### Exercise
Nothing but the lines from the start of the entries through the line containing "Road topology of" should appear in the answer, each given exactly.
--- Record set Enclosed Below ---
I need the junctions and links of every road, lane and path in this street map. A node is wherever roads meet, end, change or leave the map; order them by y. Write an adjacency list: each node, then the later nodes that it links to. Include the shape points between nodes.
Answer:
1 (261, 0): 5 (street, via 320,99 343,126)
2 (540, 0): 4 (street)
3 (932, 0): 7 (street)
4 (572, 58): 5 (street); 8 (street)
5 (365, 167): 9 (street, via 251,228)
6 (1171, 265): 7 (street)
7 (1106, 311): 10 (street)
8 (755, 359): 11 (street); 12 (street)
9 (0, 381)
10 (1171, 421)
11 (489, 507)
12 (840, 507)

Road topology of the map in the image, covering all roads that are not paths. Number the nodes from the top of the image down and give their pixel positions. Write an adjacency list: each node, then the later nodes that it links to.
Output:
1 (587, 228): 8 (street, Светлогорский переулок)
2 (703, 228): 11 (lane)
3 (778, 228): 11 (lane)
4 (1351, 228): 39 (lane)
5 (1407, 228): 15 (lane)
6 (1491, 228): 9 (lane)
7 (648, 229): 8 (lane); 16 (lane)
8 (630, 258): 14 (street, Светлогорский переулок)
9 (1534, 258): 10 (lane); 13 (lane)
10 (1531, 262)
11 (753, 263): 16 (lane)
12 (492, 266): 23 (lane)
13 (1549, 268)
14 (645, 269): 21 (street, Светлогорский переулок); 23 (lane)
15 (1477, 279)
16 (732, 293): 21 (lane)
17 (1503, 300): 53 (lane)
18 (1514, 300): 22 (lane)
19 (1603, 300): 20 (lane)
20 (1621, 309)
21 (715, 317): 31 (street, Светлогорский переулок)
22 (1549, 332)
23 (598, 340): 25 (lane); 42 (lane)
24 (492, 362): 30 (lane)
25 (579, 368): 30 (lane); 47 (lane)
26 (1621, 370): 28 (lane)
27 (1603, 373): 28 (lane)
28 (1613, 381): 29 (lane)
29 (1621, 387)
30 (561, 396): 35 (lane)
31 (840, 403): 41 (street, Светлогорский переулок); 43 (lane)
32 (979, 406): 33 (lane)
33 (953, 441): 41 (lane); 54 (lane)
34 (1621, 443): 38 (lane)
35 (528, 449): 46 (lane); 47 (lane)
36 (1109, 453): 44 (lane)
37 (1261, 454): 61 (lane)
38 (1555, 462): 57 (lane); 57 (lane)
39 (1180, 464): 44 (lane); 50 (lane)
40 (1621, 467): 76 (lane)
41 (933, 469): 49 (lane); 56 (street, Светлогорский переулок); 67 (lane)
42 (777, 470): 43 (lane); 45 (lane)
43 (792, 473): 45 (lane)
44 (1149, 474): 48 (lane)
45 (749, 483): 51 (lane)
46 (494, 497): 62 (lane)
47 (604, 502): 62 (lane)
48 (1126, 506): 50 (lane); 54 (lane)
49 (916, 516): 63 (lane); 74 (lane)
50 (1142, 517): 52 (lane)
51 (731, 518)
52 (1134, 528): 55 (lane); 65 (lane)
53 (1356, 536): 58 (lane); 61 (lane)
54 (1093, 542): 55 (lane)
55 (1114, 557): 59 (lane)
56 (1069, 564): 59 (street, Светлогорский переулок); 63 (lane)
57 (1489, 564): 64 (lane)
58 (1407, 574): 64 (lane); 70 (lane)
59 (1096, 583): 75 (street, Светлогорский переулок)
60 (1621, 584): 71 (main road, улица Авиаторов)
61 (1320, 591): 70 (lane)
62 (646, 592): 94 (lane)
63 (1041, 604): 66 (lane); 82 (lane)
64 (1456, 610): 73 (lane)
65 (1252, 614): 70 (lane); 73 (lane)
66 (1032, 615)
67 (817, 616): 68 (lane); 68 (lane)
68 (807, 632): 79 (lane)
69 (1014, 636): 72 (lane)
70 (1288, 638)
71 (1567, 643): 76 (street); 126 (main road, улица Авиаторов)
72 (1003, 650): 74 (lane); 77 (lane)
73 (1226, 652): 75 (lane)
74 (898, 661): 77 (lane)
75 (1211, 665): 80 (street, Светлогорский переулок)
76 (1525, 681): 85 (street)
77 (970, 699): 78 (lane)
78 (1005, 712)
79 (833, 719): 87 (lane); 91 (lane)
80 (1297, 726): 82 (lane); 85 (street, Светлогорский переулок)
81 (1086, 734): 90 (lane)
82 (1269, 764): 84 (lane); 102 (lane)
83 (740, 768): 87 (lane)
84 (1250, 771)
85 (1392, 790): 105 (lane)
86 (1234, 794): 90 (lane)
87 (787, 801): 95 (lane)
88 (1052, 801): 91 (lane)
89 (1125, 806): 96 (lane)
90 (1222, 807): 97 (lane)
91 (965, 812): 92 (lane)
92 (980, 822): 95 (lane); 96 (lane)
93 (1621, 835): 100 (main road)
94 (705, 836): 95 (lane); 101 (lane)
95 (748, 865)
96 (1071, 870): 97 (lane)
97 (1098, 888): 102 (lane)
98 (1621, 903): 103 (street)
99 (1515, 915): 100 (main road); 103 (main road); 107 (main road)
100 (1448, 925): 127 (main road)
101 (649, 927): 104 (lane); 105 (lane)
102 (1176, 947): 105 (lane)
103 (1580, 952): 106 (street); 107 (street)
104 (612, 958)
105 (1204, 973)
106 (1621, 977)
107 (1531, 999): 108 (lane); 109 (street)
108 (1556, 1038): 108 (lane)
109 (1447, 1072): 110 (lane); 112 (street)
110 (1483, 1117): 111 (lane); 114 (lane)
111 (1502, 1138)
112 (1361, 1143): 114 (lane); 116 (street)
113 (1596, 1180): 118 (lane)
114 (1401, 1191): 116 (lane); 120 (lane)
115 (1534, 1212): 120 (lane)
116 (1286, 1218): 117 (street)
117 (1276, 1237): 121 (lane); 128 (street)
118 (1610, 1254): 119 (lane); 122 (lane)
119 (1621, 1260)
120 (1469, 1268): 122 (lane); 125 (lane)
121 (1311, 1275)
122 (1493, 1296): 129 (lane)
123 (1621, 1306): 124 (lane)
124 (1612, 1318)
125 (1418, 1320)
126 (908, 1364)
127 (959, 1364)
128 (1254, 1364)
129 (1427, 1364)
--- End of Enclosed Record set ---
### Solution to the exercise
I need the junctions and links of every road, lane and path in this street map. A node is wherever roads meet, end, change or leave the map; order them by y. Write an adjacency list: each node, then the later nodes that it links to. Include the shape points between nodes.
Answer:
1 (261, 0): 5 (street, via 320,99 343,126)
2 (540, 0): 4 (street)
3 (932, 0): 7 (street)
4 (572, 58): 5 (street); 8 (street)
5 (365, 167): 9 (street, via 251,228)
6 (1171, 265): 7 (street)
7 (1106, 311): 10 (street)
8 (755, 359): 11 (street); 12 (street)
9 (0, 381)
10 (1171, 421)
11 (489, 507)
12 (840, 507)

Road topology of the map in the image, covering all roads that are not paths. Number the nodes from the top of the image down and give their pixel positions. Write an adjacency list: each node, then the later nodes that it links to.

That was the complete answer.